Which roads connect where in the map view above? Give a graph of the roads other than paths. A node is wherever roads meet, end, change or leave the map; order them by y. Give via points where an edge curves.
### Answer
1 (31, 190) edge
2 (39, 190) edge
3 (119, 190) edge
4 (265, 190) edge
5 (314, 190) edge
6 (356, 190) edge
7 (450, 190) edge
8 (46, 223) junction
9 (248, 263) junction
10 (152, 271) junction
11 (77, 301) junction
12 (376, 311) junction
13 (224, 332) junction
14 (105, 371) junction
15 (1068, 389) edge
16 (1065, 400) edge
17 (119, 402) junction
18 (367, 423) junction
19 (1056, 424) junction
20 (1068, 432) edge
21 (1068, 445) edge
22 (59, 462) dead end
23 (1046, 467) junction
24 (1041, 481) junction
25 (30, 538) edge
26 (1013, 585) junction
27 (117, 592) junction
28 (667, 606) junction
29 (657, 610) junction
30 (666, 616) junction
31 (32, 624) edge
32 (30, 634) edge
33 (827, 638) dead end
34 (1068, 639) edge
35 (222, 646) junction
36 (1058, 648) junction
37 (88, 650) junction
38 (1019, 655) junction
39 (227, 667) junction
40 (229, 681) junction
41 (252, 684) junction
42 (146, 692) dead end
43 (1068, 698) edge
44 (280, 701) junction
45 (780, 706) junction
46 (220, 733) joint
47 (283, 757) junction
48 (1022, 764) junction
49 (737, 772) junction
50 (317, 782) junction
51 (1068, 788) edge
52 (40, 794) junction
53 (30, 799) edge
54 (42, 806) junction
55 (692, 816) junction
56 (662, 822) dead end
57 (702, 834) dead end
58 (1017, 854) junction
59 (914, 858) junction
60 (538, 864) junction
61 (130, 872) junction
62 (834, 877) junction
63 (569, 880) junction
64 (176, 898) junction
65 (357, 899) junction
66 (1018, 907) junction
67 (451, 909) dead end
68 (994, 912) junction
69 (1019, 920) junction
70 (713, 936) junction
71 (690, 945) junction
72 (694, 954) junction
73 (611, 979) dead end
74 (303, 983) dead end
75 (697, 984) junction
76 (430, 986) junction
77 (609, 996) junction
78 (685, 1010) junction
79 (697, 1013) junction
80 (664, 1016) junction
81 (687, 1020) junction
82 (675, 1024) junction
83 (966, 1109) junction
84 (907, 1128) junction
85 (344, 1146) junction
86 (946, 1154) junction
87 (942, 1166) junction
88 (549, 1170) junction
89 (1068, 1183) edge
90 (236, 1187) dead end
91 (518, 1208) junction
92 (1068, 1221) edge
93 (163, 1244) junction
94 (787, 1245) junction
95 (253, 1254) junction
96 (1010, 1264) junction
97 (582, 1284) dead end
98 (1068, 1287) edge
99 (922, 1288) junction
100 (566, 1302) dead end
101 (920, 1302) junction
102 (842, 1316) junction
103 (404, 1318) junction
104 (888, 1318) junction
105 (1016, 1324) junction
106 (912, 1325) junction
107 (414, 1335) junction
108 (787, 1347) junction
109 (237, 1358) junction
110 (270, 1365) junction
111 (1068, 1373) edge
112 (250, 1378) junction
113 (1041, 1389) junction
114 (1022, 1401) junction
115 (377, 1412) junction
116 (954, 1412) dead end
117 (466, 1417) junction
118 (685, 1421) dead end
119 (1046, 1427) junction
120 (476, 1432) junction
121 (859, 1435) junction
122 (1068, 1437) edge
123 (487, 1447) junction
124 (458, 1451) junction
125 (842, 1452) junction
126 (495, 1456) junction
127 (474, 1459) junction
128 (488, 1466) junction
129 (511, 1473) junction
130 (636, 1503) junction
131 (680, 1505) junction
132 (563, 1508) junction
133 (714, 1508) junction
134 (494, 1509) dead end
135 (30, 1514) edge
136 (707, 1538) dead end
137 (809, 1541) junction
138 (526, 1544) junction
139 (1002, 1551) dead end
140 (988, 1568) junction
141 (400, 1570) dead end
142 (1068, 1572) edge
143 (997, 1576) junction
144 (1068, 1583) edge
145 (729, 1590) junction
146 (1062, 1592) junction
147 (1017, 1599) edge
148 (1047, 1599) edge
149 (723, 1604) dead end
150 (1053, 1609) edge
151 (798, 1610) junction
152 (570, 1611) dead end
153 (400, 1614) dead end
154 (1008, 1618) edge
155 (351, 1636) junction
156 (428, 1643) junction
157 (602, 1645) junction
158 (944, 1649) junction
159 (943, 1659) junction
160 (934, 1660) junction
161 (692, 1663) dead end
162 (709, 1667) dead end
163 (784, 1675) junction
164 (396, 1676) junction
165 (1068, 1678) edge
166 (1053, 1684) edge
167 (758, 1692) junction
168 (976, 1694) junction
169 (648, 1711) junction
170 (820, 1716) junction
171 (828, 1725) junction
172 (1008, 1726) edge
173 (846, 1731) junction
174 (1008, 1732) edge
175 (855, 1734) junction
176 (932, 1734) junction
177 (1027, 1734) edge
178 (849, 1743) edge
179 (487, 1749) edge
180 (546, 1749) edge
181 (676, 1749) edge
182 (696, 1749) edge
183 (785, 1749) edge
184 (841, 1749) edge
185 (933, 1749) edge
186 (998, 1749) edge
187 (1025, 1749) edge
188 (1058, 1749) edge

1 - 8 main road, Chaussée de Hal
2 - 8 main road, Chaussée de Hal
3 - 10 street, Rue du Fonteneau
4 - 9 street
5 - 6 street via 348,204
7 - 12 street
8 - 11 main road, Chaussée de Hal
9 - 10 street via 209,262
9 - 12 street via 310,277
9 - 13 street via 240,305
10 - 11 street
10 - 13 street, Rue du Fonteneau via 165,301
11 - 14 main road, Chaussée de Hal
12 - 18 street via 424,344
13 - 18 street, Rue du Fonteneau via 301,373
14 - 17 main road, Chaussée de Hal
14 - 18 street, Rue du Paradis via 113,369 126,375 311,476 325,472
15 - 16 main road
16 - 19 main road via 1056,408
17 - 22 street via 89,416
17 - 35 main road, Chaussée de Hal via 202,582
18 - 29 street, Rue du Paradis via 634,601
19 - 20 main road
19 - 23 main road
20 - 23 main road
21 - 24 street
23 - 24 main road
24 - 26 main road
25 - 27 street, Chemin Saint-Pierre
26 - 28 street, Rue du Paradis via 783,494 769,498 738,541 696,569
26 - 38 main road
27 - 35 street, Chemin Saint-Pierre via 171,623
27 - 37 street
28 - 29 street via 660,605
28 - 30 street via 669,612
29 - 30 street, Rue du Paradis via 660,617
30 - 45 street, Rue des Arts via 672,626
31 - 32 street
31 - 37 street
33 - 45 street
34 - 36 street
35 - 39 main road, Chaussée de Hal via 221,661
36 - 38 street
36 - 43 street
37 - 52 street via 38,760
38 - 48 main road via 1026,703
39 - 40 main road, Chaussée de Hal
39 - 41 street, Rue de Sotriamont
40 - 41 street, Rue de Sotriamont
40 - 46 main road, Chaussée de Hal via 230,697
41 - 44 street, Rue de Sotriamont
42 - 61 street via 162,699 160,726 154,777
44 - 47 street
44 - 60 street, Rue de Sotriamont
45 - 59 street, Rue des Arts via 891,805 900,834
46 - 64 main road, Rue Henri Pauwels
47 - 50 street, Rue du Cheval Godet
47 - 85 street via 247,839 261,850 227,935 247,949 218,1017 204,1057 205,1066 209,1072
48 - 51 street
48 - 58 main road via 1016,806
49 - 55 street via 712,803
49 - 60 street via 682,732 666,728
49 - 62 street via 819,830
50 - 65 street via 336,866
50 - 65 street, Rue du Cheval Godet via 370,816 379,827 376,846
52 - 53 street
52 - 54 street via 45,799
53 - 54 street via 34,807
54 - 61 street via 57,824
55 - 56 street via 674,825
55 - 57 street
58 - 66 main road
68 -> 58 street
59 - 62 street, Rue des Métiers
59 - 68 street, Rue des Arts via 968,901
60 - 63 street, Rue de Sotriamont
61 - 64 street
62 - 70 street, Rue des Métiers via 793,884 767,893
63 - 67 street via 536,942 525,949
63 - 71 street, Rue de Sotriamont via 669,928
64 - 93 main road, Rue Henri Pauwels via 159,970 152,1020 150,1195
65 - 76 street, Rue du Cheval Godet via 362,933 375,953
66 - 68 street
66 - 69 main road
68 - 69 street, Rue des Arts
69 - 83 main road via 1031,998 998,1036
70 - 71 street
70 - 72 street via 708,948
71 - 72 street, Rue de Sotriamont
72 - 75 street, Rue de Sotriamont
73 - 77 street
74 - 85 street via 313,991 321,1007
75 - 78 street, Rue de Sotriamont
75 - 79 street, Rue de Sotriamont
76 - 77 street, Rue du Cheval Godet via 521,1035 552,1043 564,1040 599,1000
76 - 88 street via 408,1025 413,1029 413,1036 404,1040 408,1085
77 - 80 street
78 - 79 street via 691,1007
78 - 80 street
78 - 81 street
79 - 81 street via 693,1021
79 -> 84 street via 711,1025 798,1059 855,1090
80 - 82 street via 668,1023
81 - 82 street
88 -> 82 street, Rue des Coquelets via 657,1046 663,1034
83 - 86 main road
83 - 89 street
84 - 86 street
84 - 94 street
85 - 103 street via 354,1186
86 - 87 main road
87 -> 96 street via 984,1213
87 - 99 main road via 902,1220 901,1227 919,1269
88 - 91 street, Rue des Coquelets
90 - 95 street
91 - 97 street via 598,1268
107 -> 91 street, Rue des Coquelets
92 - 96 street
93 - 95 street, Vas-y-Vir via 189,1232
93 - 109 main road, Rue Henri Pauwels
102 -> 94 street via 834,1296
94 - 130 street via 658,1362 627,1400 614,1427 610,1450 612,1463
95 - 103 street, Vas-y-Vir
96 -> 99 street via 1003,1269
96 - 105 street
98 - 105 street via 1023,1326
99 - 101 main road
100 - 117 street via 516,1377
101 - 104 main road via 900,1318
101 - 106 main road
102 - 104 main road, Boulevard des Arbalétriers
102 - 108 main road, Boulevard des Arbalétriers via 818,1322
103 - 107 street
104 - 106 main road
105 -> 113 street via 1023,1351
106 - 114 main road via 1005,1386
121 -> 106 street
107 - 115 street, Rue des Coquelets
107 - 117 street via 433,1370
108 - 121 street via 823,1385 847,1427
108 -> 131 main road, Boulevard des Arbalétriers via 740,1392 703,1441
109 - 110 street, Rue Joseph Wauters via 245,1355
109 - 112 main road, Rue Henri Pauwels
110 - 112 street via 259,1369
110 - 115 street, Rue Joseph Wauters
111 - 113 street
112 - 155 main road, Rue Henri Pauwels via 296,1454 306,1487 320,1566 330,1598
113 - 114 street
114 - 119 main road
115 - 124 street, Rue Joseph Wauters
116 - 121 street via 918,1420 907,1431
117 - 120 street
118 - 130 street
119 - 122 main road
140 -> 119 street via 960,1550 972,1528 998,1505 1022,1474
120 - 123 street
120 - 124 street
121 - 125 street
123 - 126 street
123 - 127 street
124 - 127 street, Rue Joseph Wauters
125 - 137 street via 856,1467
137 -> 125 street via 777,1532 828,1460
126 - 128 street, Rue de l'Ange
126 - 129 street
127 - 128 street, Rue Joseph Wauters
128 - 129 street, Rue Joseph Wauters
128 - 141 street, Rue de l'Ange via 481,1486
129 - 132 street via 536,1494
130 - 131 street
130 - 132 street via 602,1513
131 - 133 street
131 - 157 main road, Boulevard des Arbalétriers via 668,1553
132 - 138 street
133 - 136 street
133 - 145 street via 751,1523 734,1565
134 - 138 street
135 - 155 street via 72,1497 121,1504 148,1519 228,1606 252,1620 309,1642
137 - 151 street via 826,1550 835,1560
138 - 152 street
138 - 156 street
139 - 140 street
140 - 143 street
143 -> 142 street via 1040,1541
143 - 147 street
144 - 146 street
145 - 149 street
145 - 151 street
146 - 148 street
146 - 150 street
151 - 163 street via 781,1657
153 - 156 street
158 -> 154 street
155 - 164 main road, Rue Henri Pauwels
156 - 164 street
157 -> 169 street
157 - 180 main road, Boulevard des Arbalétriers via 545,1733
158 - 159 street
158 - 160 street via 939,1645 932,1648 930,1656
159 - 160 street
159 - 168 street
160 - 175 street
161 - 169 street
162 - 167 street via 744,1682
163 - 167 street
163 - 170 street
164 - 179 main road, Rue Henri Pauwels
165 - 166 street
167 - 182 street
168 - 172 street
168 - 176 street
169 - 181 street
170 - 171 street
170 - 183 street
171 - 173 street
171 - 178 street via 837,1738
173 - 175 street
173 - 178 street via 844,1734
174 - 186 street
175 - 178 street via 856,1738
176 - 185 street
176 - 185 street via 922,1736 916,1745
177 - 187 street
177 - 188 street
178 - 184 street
########################################
WHAT IS EXPECTED:
The answer must consist of every line above that holds the string "Métiers", copied exactly.

THE ANSWER:
59 - 62 street, Rue des Métiers
62 - 70 street, Rue des Métiers via 793,884 767,893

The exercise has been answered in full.